[Stored data entries]

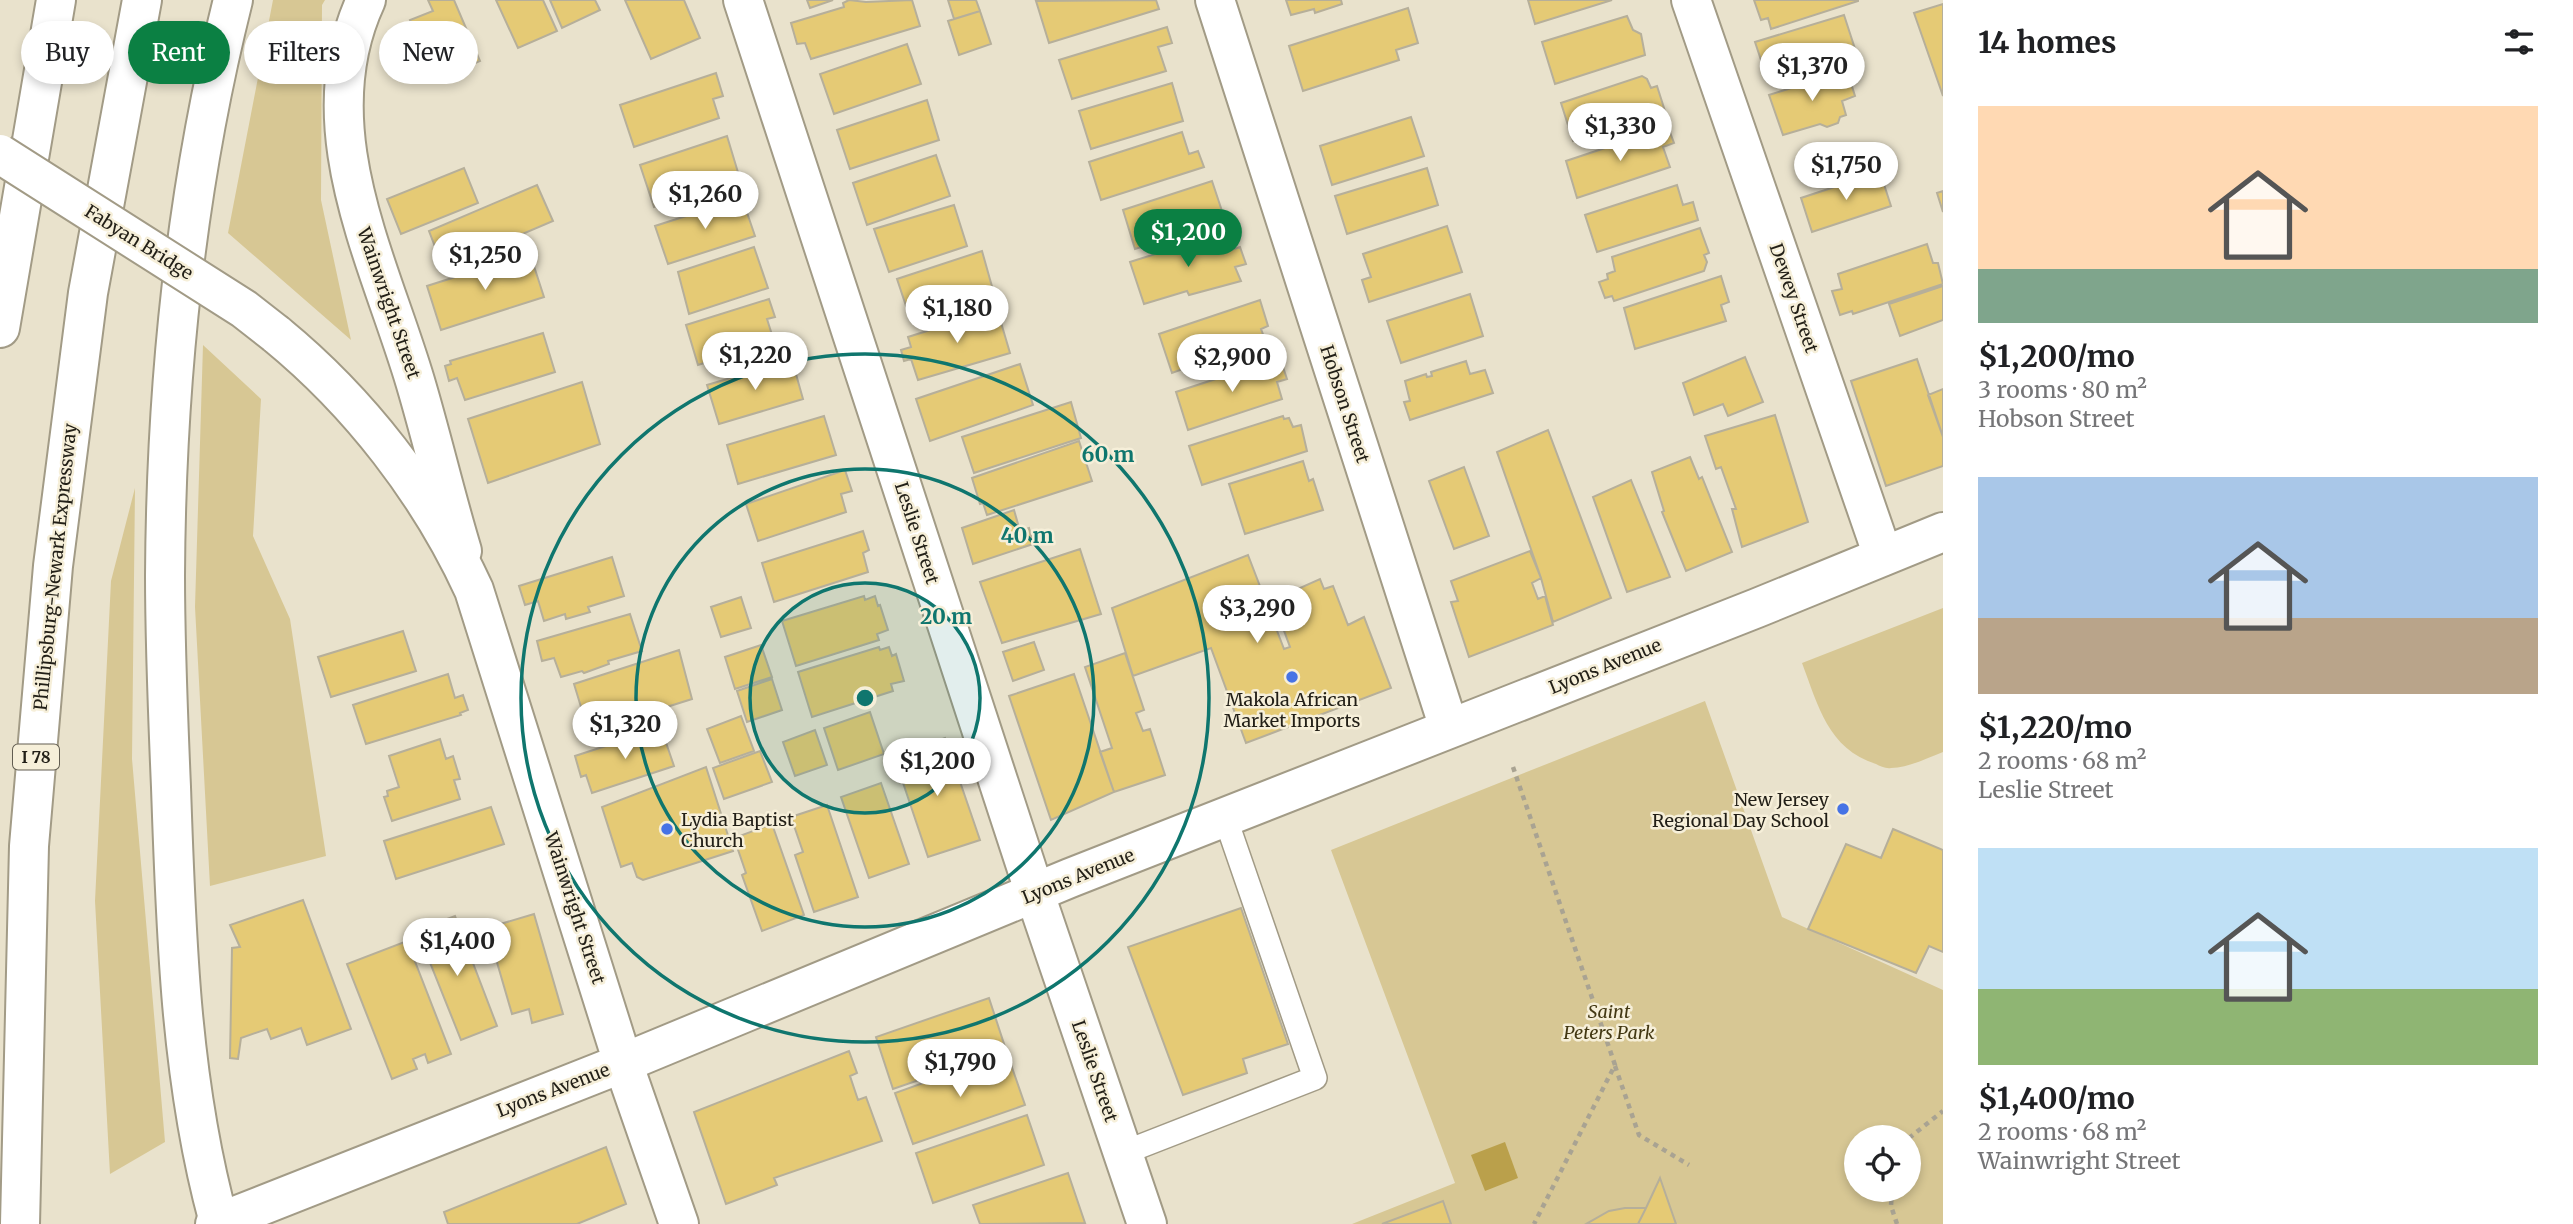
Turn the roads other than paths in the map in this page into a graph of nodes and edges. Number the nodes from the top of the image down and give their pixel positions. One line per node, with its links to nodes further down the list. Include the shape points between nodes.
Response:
1 (56, 0): 9 (main road)
2 (142, 0): 20 (main road, Phillipsburg-Newark Expressway / I 78, via 88,293 53,566 29,846)
3 (233, 0): 19 (main road, via 209,112 186,259 171,411 165,573 172,841 188,1065)
4 (743, 0): 16 (main road, Leslie Street)
5 (1215, 0): 14 (main road, Hobson Street)
6 (1691, 0): 12 (main road, Dewey Street)
7 (363, 6): 13 (main road, Wainwright Street, via 352,40 345,94 352,186 415,380)
8 (0, 154): 10 (main road, Fabyan Bridge, bridge, via 244,309)
9 (0, 328)
10 (275, 334): 13 (main road, Wainwright Street, via 323,377 380,440 424,500)
11 (1943, 532): 12 (main road, Lyons Avenue)
12 (1883, 556): 14 (main road, Lyons Avenue)
13 (474, 590): 17 (main road, Wainwright Street)
14 (1449, 728): 15 (main road, Lyons Avenue)
15 (1225, 817): 16 (main road, Lyons Avenue); 18 (lane, via 1315,1078)
16 (1035, 892): 17 (main road, Lyons Avenue); 18 (main road, Leslie Street)
17 (623, 1063): 19 (main road, Lyons Avenue); 21 (main road, Wainwright Street)
18 (1123, 1153): 22 (main road, Leslie Street)
19 (218, 1223)
20 (20, 1224)
21 (679, 1224)
22 (1147, 1224)

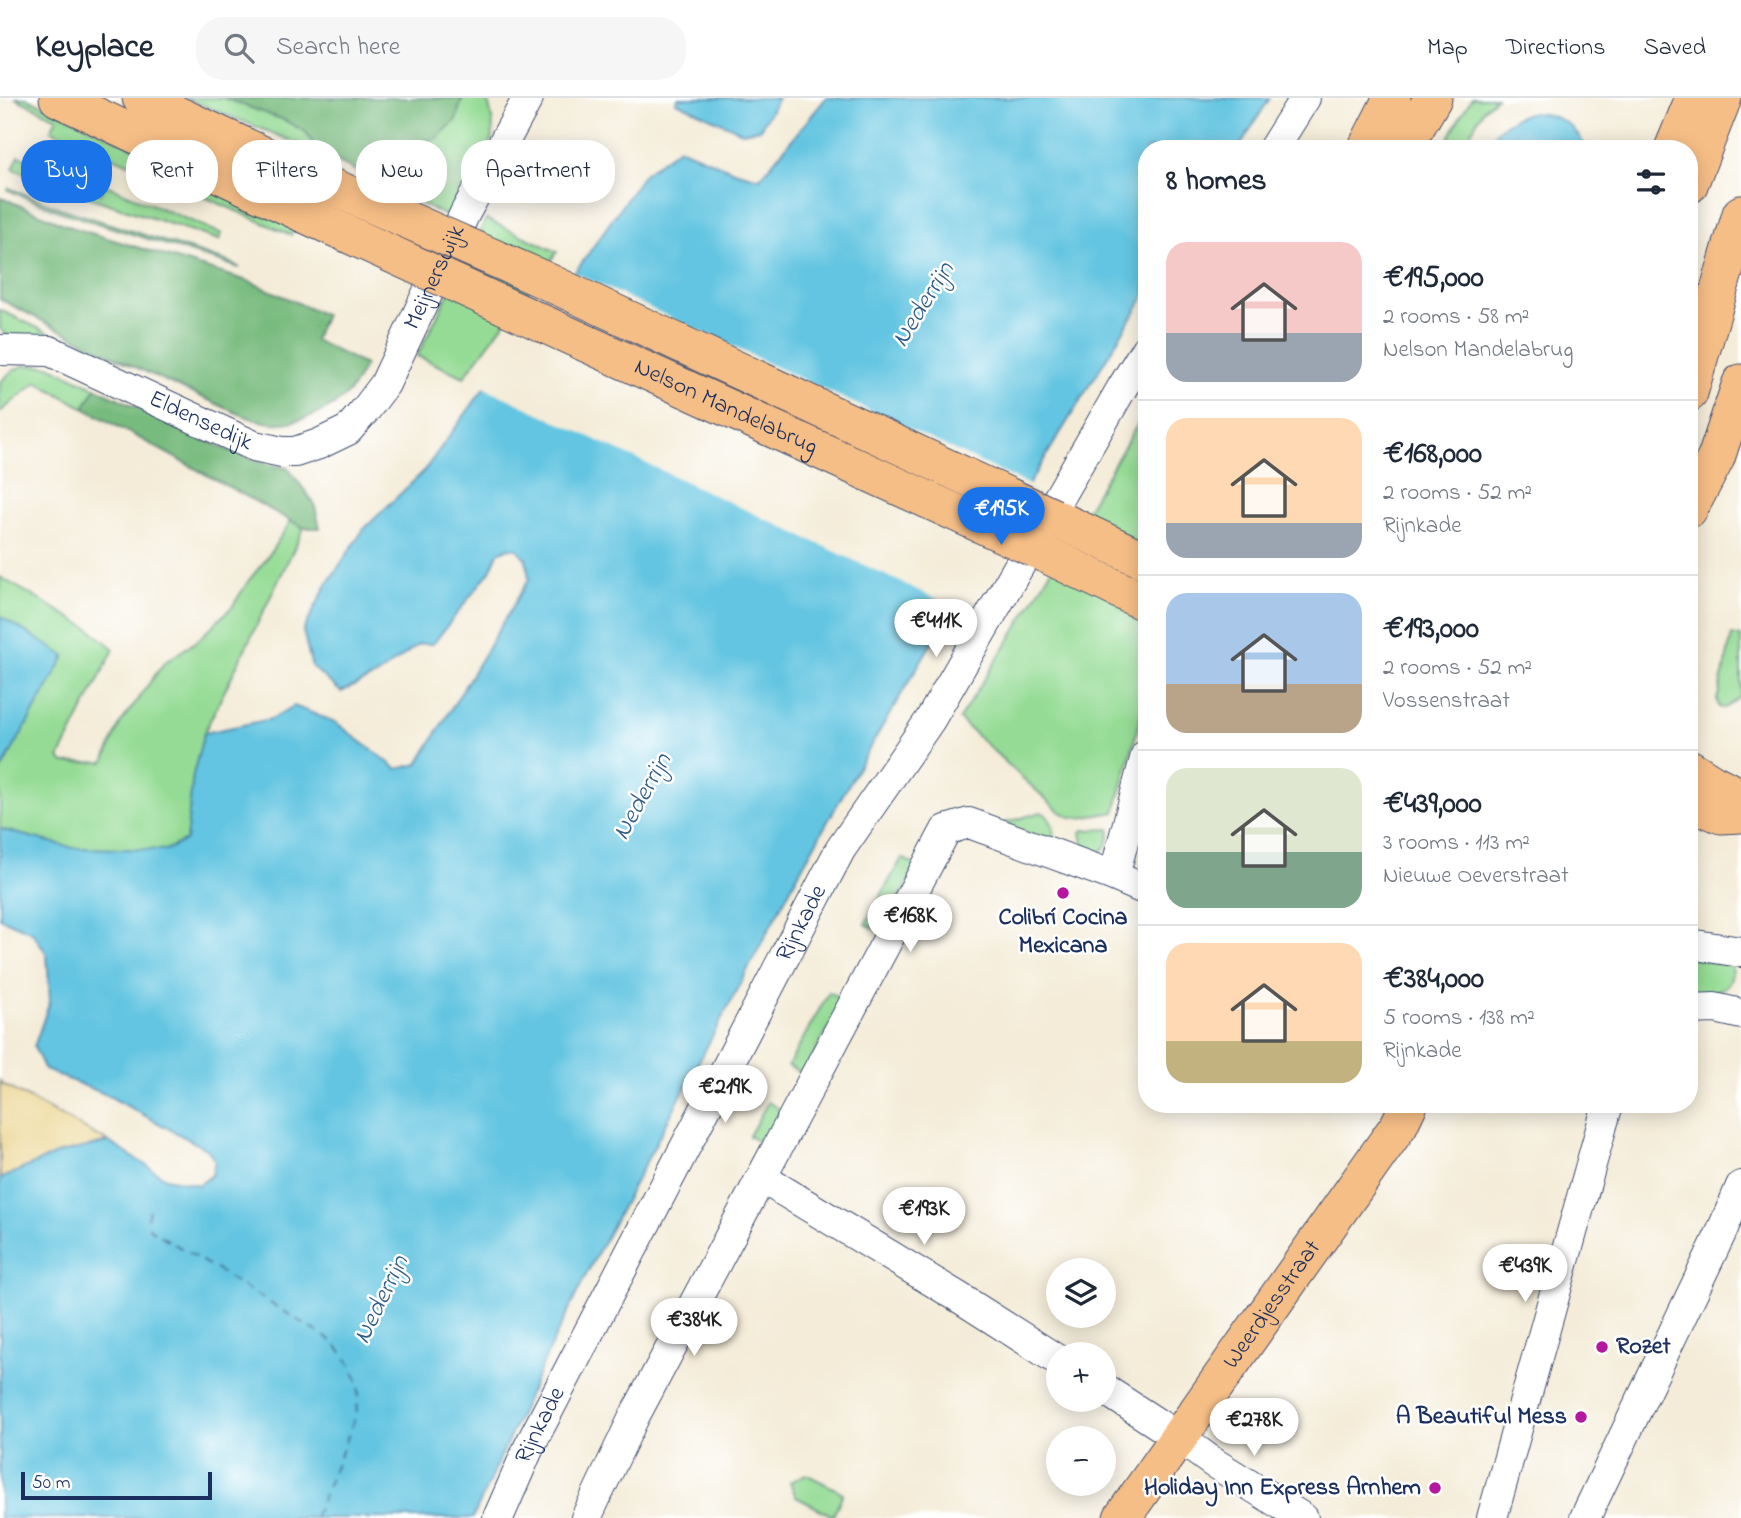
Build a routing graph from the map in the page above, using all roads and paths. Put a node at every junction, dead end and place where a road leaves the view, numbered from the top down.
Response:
1 (58, 98) edge
2 (141, 98) edge
3 (528, 98) edge
4 (1305, 98) edge
5 (1392, 98) edge
6 (1433, 98) edge
7 (1695, 98) edge
8 (1723, 98) edge
9 (1279, 140) edge
10 (1371, 140) edge
11 (1408, 140) edge
12 (1677, 140) edge
13 (1698, 162) edge
14 (1741, 214) edge
15 (0, 350) edge
16 (1138, 362) edge
17 (1698, 362) edge
18 (1741, 383) edge
19 (385, 384) joint
20 (1698, 492) edge
21 (1138, 557) edge
22 (1138, 599) edge
23 (1698, 774) edge
24 (1138, 785) edge
25 (1741, 797) edge
26 (1698, 805) edge
27 (1741, 814) edge
28 (1114, 876) junction
29 (1138, 886) edge
30 (1698, 945) edge
31 (1741, 952) edge
32 (1698, 1009) edge
33 (1741, 1014) edge
34 (1410, 1113) edge
35 (1605, 1113) edge
36 (762, 1178) junction
37 (1741, 1186) edge
38 (1046, 1353) edge
39 (1116, 1397) edge
40 (1178, 1437) junction
41 (498, 1518) edge
42 (586, 1518) edge
43 (1122, 1518) edge
44 (1303, 1518) edge
45 (1492, 1518) edge
46 (1585, 1518) edge

1 - 22 main road, Nelson Mandelabrug, bridge
2 - 21 main road, Nelson Mandelabrug, bridge
3 - 19 street, Meijnerswijk
4 - 9 street
5 - 10 main road
6 - 11 main road
7 - 12 main road
8 - 13 main road
14 - 17 main road
15 - 19 street, Eldensedijk
16 - 41 street, Rijnkade
18 - 20 main road
23 - 25 main road
24 - 28 street
26 - 27 main road
28 - 29 street
28 - 36 street
30 - 31 street
32 - 33 street
34 - 40 main road, Weerdjesstraat
35 - 45 street
36 - 38 street
36 - 42 street
37 - 46 street
39 - 40 street
40 - 43 main road, Weerdjesstraat
40 - 44 street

## INSTRUCTIONS FOR THE TASK
For the string "Nelson", go through the entries above and copy each line where it occurs.

## FINISHED EXERCISE
1 - 22 main road, Nelson Mandelabrug, bridge
2 - 21 main road, Nelson Mandelabrug, bridge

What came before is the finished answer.